On one occasion an expert in the law stood up to test Jesus. "Teacher," he asked, "what must I do to inherit eternal life?"
"What is written in the Law?" he replied. "How do you read it?"
He answered, "'Love the Lord your God with all your heart and with all your soul and with all your strength and with all your mind'; and, 'Love your neighbor as yourself.'"
"You have answered correctly," Jesus replied. "Do this and you will live."
But he wanted to justify himself, so he asked Jesus, "And who is my neighbor?"
In reply Jesus said: "A man was going down from Jerusalem to Jericho, when he fell into the hands of robbers. They stripped him of his clothes, beat him and went away, leaving him half dead. A priest happened to be going down the same road, and when he saw the man, he passed by on the other side. So too, a Levite, when he came to the place and saw him, passed by on the other side. But a Samaritan, as he traveled, came where the man was; and when he saw him, he took pity on him. He went to him and bandaged his wounds, pouring on oil and wine. Then he put the man on his own donkey, brought him to an inn and took care of him. The next day he took out two denarii and gave them to the innkeeper. 'Look after him,' he said, 'and when I return, I will reimburse you for any extra expense you may have.'
"Which of these three do you think was a neighbor to the man who fell into the hands of robbers?"
The expert in the law replied, "The one who had mercy on him."
Jesus told him, "Go and do likewise" (Luke 10:25-37 TNIV).
Have you noticed how cavalierly the name of God is invoked when those He created disagree with one another over issues of moral import? How is it, I wonder, that anyone could muster up the courage to sneak into Heaven and swipe Jehovah's signature stamp?
Yes, there are critical issues at stake in most elections. And once again our airwaves and email were replete with affirmations that the choices were simple. But let's look beyond easy answers for a moment and consider the principle objectives.

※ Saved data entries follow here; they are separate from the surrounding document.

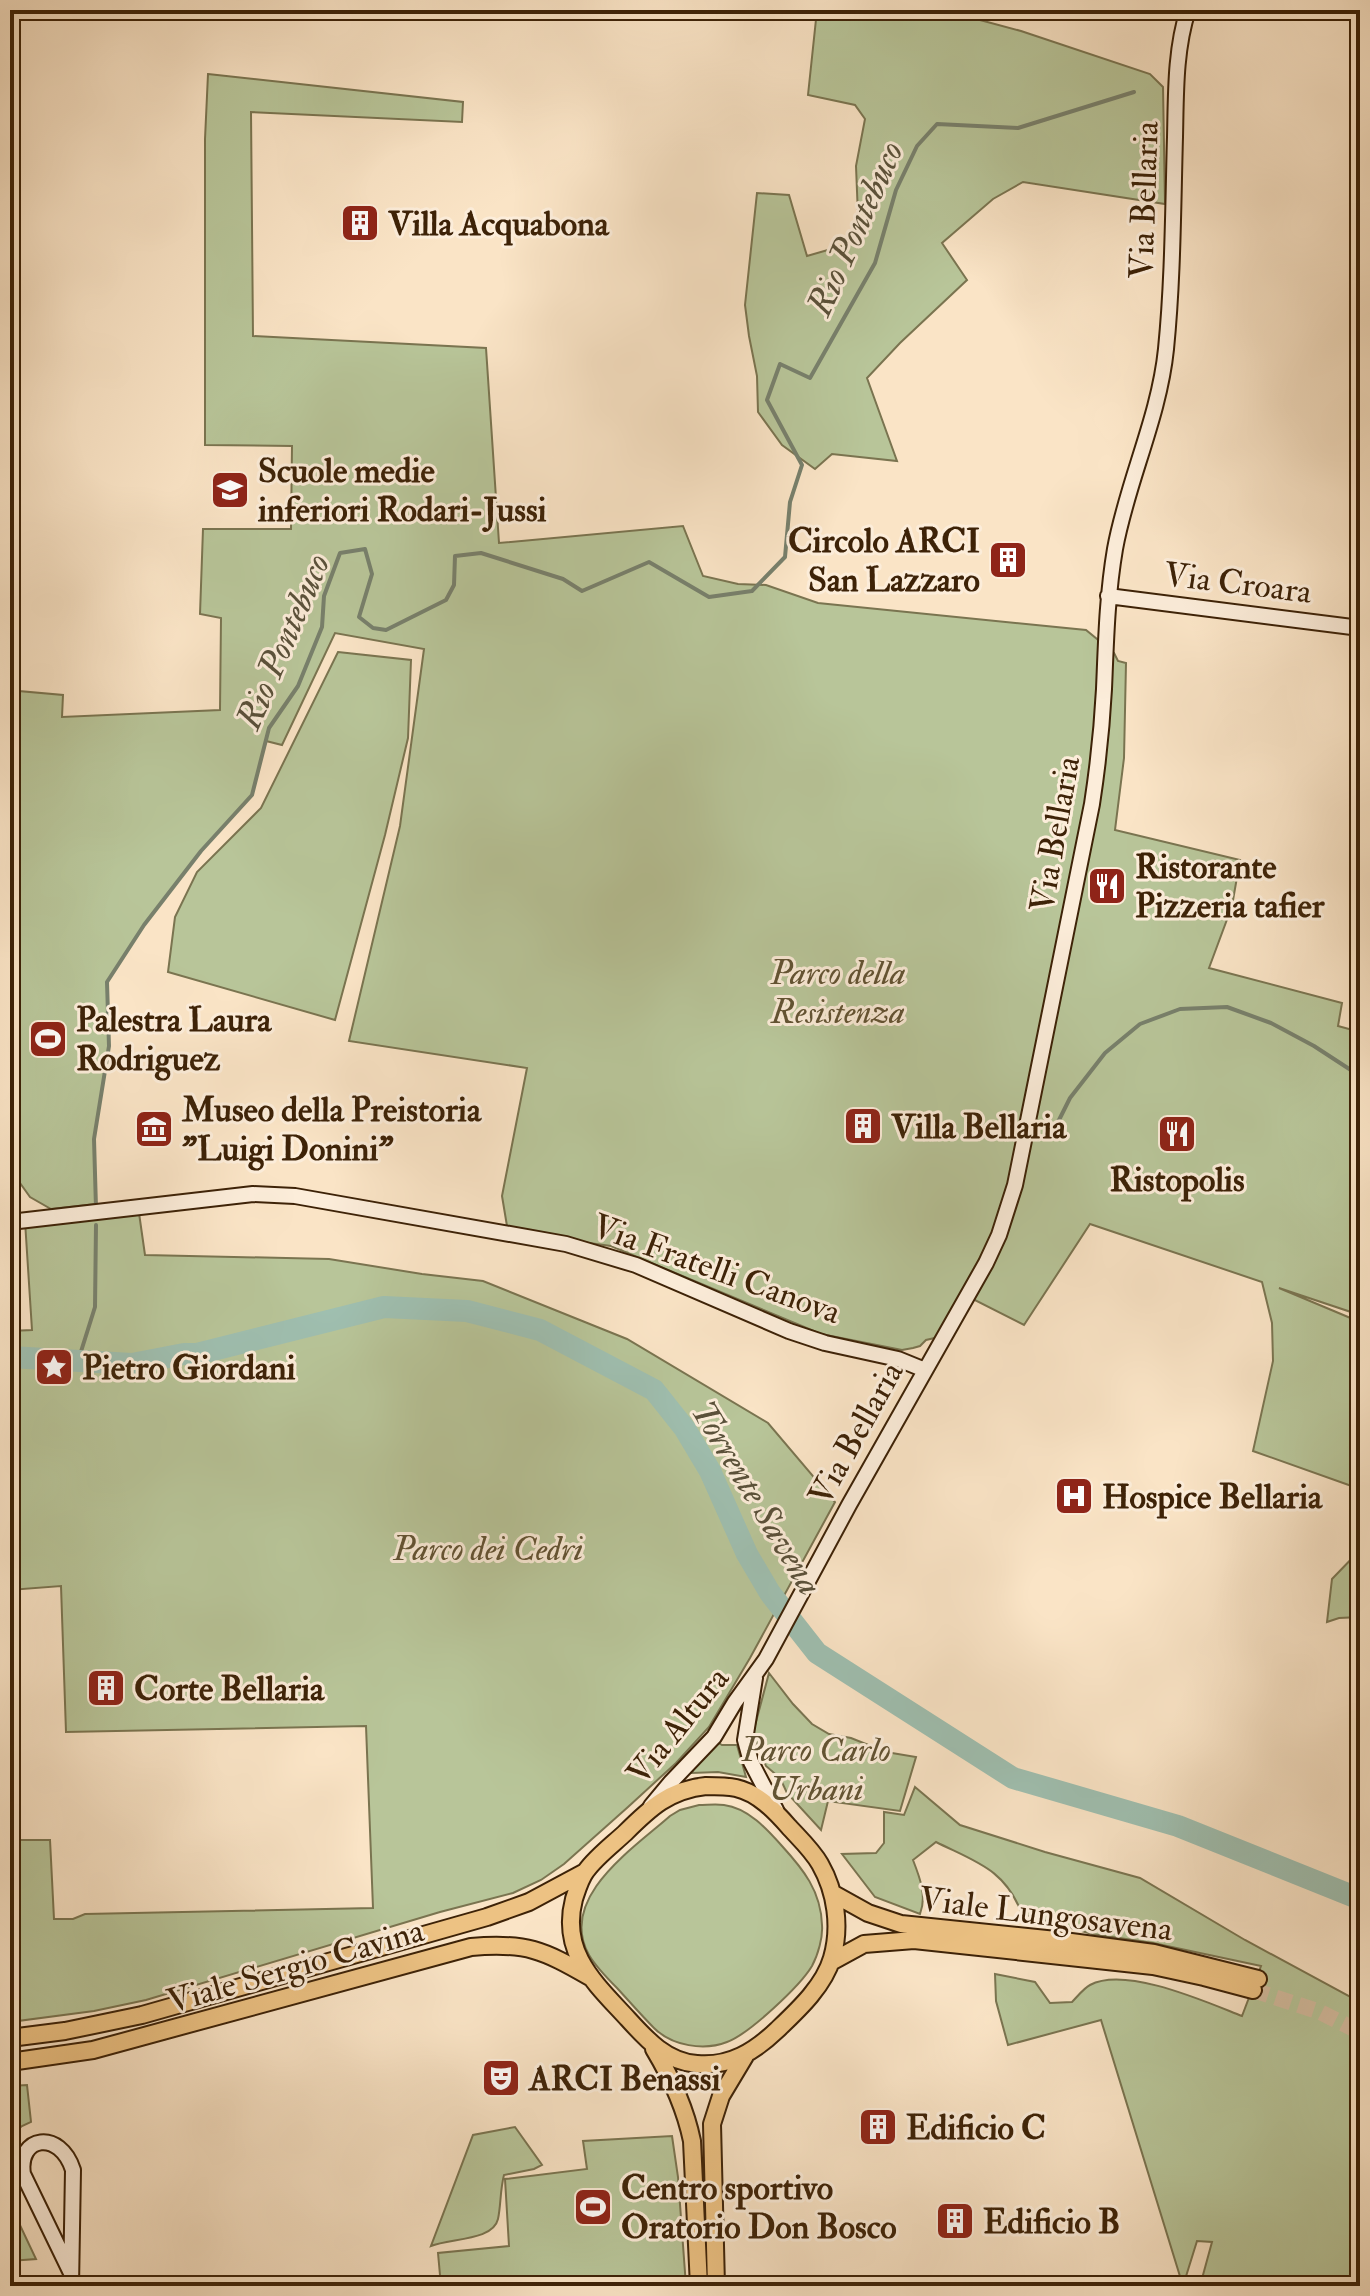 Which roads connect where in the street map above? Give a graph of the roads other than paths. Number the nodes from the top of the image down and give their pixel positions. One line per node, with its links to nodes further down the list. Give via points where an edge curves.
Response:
1 (1188, 10): 2 (street, Via Bellaria, via 1177,83 1165,362 1119,526)
2 (1108, 596): 3 (street, Via Croara); 5 (street, Via Bellaria, via 1092,804 1023,1150 999,1235)
3 (1360, 628)
4 (10, 1222): 5 (street, Via Fratelli Canova, via 253,1194 295,1196 566,1244 636,1265 789,1331)
5 (925, 1370): 6 (street, Via Bellaria)
6 (789, 1616): 7 (street, Via Altura)
7 (755, 1675): 8 (street, Via Altura, via 714,1737); 9 (street, Via Altura, via 745,1740)
8 (645, 1813): 9 (main road, via 688,1788 723,1786 746,1791); 10 (main road)
9 (778, 1814): 11 (main road, via 813,1853)
10 (586, 1871): 13 (main road, via 570,1924); 14 (main road, Viale Sergio Cavina, via 529,1902 487,1917 142,2015)
11 (832, 1893): 12 (main road, via 836,1932); 12 (main road, Viale Lungosavena, via 901,1924 1154,1953 1255,1984 1153,1966 914,1940 864,1944)
12 (831, 1962): 16 (main road, via 811,1995)
13 (591, 1978): 15 (main road); 17 (main road, Viale Sergio Cavina, via 535,1949 504,1944 471,1947 93,2050)
14 (10, 2038)
15 (651, 2045): 16 (main road, via 697,2064); 19 (main road, via 688,2119)
16 (745, 2056): 20 (main road, via 721,2096 712,2124)
17 (10, 2062)
18 (71, 2279): 18 (street, via 73,2170 62,2148 39,2143 24,2155 23,2174)
19 (699, 2286)
20 (716, 2286) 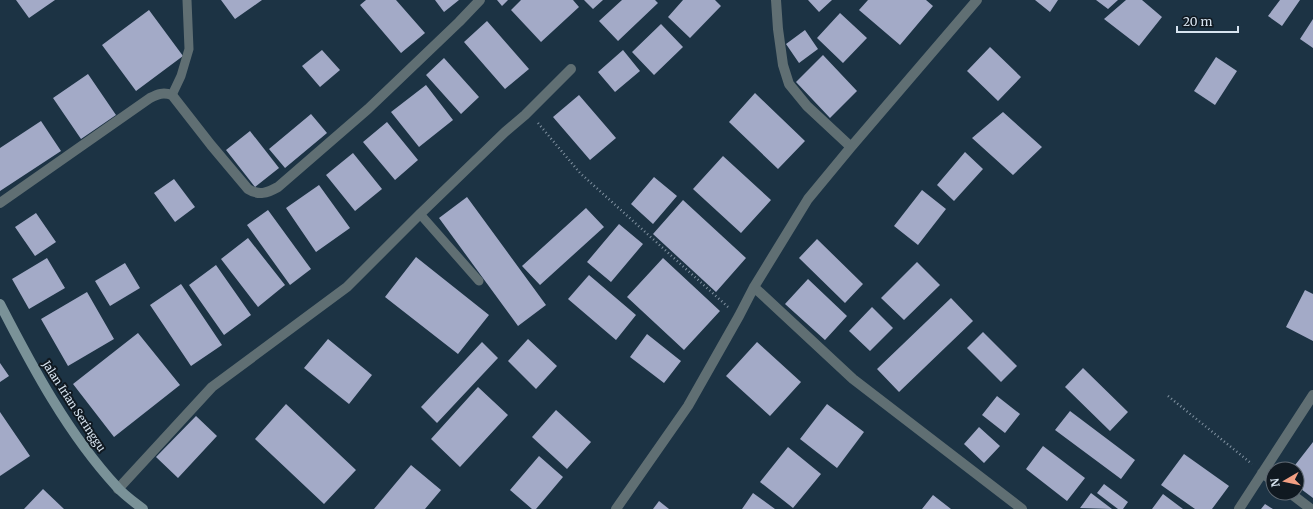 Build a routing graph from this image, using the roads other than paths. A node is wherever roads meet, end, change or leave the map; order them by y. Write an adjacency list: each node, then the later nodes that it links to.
1 (187, 0): 6 (lane)
2 (480, 0): 6 (street)
3 (776, 0): 7 (street)
4 (977, 0): 7 (street)
5 (571, 69): 9 (street)
6 (172, 95): 8 (street)
7 (850, 147): 11 (street)
8 (0, 203)
9 (420, 214): 10 (lane); 16 (street)
10 (479, 281)
11 (754, 287): 19 (street); 20 (street)
12 (0, 304): 16 (street, Jalan Irian Seringgu)
13 (1313, 395): 14 (street)
14 (1262, 473): 15 (street); 21 (street)
15 (1265, 475)
16 (118, 489): 18 (street, Jalan Irian Seringgu)
17 (1300, 501): 22 (street)
18 (143, 509)
19 (616, 509)
20 (1022, 509)
21 (1239, 509)
22 (1311, 509)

Why not start with probably the toughest one: abortion. The epilogue to this epidemic would seem to be electing candidates who will work to repeal Roe v. Wade and then the problem is solved. Seems easy enough, but it probably ain't so. Christian ethicist Shaun Casey points out that the day after such a Supreme Court ruling, 15 states would immediately exercise their prerogative to legalize it under their state jurisdiction and another 20 would at least consider it before passing legislation one way or the other. And even if all 50 states outlawed abortion, the problem does not go away. If that were so, there would have been no need for legislation or lawsuits in the first place.
The solution to this or any of our pivotal moral issues is not found on buttons and banners. Nor is it realized by what we feel is righteous indignation, but is too often perceived as religious bullying and bigotry. And when have you ever truly breathed a sigh of relief when government came to the rescue? "The Great Society" didn't fix poverty any more than "No Child Left Behind" fixed education. While we may want to see our laws changed, such a change would not quickly fix the moral confusion that plagues our culture.
Whenever we take an "all or nothing" approach to a problem, it sure seems as if "nothing" wins 99% of the time. The reason we often fail to consider the incremental alternatives is because they require that each of us put forth a personally involved effort. We have and will prevent the abortion of far more babies by offering a safety net for mothers-to-be than we ever will by winning legal or political battles. So, do you and does your church support such ministry? That kind of ministry rarely gets done over coffee and caustic conversation — whether that partisan conversation is angry or gloating.
Here's another example. The challenges faced in our schools are innumerable. That was true before the Department of Education was created in 1979, and has continued to be the case even afterwards. Schools achieving the most success are quite often not the ones receiving the most money. They all need and receive funding, but the ones meeting challenges most effectively sure appear to be the ones where parents and the community are most involved. Ask most school principals which they would prefer, a government full of officials from their own political party or a strong PTO with community support and involvement; I think the latter would win by a landslide.
Voting for the ideal is a well-intentioned, but often fanciful notion that can divide friends, churches, and communities. And if all we do to address any given issue is campaign and vote for a candidate, have we really solved anything even if "we win"? Rather than merely electing someone to take care of sordid situations while we dispassionately "pass by on the other side," shouldn't we consider the divine strategy of reaching out to our neighbors with our own hands? Radical!
Maybe our slogan might be, "It's the least we can do."
We believe in the sanctity of life from conception. Any country that allows infanticide — through abortion or abuse — or geriatricide or any kind of selective murder wounds its soul. The point in this article, however, is that we need to resist the temptation of abdicating our discipleship to politicians and spend more time and effort personally ministering to the lost and broken around us.